Ebook Covers – First Attempt Aftermath

Support: a verb meaning to give assistance, comfort, emotional help, approve of and encourage.

Group: a noun meaning a number of people who work together or share certain beliefs.

Writers’ support group: the people who seem to delight in pouncing with the fervor of Attila the Hun on any little thing another writer does that they find lacking. 🙂

Seriously, writers band together a lot, probably because we all share with Ernest Hemingway the opinion that writing is really easy. All you have to do is sit down at a typewriter (computer), open up a vein, and bleed.

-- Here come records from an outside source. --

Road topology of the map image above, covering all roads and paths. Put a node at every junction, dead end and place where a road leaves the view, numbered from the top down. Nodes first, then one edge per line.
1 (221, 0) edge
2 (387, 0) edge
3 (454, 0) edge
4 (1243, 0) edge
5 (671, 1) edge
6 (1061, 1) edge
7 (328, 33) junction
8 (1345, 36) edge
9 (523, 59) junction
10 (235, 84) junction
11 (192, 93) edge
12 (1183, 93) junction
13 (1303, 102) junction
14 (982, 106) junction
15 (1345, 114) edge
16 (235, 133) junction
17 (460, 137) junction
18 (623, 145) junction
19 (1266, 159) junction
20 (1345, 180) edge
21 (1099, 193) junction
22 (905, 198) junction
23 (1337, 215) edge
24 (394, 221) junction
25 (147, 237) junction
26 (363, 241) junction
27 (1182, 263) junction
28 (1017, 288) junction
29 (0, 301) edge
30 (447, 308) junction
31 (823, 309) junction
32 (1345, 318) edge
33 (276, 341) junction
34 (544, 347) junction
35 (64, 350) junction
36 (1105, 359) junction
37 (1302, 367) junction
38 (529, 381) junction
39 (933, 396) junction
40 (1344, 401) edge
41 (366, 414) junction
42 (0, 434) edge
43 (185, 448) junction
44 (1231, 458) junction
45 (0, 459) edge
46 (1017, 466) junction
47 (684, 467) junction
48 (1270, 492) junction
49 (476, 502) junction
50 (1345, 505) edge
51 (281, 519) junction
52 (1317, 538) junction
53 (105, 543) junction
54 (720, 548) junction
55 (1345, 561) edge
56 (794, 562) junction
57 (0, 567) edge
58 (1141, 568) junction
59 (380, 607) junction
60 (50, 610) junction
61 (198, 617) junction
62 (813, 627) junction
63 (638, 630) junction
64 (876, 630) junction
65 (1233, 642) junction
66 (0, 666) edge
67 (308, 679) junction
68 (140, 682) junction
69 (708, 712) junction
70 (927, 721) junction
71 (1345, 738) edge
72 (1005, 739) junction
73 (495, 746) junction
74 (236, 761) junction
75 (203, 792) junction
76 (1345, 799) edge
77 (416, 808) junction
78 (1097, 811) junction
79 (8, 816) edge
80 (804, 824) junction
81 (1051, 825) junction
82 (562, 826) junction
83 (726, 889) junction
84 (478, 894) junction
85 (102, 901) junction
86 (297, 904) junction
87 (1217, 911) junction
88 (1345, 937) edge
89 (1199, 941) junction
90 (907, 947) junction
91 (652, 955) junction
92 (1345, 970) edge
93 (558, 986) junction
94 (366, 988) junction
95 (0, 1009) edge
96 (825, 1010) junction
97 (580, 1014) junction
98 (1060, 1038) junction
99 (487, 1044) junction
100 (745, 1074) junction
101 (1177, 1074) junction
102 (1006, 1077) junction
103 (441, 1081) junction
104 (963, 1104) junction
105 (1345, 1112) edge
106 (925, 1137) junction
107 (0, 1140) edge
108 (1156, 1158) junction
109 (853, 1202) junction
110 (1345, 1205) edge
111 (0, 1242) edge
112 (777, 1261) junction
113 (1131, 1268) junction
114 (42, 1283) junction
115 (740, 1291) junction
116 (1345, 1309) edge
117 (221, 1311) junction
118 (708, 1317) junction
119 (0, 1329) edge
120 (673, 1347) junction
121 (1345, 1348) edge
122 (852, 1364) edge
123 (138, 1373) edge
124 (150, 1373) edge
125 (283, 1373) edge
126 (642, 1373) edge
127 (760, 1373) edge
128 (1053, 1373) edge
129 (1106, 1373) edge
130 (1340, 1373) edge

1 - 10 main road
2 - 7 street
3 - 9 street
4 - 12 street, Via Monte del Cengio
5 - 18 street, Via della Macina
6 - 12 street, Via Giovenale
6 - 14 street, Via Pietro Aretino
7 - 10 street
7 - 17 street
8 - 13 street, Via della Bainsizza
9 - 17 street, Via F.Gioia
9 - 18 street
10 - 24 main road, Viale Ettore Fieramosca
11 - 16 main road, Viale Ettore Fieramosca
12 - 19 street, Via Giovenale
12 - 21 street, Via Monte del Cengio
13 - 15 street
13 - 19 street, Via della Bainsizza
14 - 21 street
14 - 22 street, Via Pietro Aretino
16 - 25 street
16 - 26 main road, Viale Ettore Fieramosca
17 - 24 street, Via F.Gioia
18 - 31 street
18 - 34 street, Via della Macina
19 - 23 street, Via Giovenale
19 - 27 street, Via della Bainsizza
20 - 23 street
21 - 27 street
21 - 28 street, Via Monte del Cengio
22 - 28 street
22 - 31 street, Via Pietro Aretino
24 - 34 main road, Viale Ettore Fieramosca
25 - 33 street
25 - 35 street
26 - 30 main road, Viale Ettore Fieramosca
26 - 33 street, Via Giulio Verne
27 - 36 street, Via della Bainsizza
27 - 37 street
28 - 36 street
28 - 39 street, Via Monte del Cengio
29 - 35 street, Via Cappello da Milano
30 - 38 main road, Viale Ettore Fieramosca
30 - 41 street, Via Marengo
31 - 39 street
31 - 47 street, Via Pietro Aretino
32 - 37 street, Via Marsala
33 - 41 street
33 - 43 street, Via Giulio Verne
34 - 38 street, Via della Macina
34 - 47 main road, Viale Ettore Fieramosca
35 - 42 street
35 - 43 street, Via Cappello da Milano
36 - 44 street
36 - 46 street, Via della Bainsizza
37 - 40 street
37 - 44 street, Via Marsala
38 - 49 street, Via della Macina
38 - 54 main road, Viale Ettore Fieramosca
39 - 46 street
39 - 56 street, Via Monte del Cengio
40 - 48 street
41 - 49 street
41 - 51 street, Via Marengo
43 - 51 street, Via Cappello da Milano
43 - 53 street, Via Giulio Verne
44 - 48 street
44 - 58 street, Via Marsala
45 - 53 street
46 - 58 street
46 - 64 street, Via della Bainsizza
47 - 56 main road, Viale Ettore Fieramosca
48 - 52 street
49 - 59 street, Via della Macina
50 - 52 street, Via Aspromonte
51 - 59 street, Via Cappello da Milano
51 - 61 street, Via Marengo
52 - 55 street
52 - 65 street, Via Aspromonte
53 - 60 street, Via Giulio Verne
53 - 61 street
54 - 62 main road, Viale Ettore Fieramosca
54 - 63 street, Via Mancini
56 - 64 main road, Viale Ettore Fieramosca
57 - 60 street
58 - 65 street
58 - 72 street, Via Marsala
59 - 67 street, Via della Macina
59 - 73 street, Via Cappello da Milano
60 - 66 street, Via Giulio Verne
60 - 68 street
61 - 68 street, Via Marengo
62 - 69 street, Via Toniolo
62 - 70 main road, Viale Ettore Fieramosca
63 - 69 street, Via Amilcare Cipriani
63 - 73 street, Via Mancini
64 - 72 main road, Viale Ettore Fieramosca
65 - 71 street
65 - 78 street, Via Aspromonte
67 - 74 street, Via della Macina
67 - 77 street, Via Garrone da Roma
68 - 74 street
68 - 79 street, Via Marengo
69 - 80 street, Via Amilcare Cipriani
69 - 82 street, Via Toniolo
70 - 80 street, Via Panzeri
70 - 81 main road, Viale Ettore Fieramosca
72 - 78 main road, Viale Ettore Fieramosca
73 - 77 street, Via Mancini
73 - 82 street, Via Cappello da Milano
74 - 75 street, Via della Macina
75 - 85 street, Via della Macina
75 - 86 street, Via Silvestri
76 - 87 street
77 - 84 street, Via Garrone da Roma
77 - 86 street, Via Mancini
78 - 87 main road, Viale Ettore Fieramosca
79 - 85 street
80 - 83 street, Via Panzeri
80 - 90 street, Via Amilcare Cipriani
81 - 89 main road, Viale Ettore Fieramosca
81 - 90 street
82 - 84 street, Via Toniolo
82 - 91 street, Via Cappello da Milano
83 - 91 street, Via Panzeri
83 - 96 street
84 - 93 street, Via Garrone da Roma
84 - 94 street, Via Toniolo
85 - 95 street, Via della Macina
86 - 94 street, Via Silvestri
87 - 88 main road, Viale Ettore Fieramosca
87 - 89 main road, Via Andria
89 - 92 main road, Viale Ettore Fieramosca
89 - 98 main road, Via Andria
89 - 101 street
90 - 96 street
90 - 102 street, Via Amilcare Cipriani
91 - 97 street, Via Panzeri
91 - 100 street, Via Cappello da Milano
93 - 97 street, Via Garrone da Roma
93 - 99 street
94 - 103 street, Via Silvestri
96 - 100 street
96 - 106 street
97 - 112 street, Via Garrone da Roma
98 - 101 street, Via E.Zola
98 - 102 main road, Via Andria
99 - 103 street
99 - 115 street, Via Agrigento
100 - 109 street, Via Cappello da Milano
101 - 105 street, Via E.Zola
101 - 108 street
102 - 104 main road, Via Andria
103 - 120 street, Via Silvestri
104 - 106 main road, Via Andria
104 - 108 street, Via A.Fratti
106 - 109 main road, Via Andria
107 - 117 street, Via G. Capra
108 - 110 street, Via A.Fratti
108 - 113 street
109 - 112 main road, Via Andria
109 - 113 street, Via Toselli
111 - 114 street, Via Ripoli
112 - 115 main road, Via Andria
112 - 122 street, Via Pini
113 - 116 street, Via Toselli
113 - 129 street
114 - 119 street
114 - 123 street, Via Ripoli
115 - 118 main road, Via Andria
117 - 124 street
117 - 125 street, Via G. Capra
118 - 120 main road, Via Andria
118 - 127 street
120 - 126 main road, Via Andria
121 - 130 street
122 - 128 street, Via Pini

My previous post on the subject of ebook covers drew the attention of some fellow writers like buzzards to road kill. Benevolent buzzards, that is, ones who will gather around a carcass with good intentions. To say that their scrutiny is (and will be) helpful is a gross understatement. Here are some lessons learned by this flattened wannabe published novelist:

  • The title goes “above the fold” with the author’s name below for any writer who has not established a reputation and “brand” that can sell a novel regardless of the title.
  • Any variation in font size should emphasize the title rather than the author’s name.
  • The cover image must not create any confusion in a potential reader’s mind about what they are looking at. No “huh?” factor. In retrospect, I’d been working with the image for hours and had in mind what I wanted it to do. An instrument panel in an airplane has defined my private and professional world since 1964. The potential for a first-time, non-aviator viewer to interpret the cover as a reflection never occurred to me. I saw it as looking through the panel as a kind of ghostly veneer over the very real hazard just beyond, and I didn’t recognize the effect of extensive personal experience on my perceptions.
  • The choice of something so apparently simple (to the novice “designer”) as the font size and color and placement on the image is only a tiny part of what graphic artists and marketing folks spend years learning through education and practical experience.
  • On a personal note, I have to admit the effect of what I call “the expert syndrome.” In aviation, it refers to the very dangerous phenomenon of a person who has achieved professional success in something other than piloting who thinks, “How hard can it be?” In this case, of course, I suffer from the reverse. “I’ve flown everything from jet fighters in combat to commercial airliners to executive jets to little aerobatic machines. Graphic design? Piece of cake.” It’s not that bad, of course, but I’m sure you get the point.
  • Using this blog to share with others my adventures in writing also has the potential for laying minefields. I never thought about this particular one, which is that any cover image shared with the world through the Internet lasts forever. Here’s the way Deanna Roy cautioned me:  “I would not post any more covers publicly. It seems like a fun exercise, but make absolutely sure that when you have a final cover you go back and put it in this post as well. You don’t need confusion about what the cover looks like later, when people Google and land on this direct post without seeing the newer ones, and you don’t want to look amateur once you’ve got a good cover.” Point very well taken.
  • And speaking of support, Cindy Stone has offered her professional marketing expertise to show me how to explore my concept for a cover image.

So you see, we writers do band together for something other than slice-and-dice autopsies (roundtable critiques) and vulture gatherings. It’s one of the truly enjoyable aspects of being a part of a community dedicated to learning this craft and everything peripheral that goes with it.

I’ve experienced this community spirit in personal interaction with other writers at workshops, conventions, in two local writers’ groups, and in the decidedly impersonal and generally anonymous online environments like QueryTracker, where smart, knowledgeable strangers are willing to donate their time and energy to help others craft an effective query letter.

And when the rejections pour in, they are standing right there with accounts of their own failures and word of encouragement to stay the course. “Been there, done that” provides credibility and is a key ingredient of the glue that binds writers together.

This writer loves everything about it.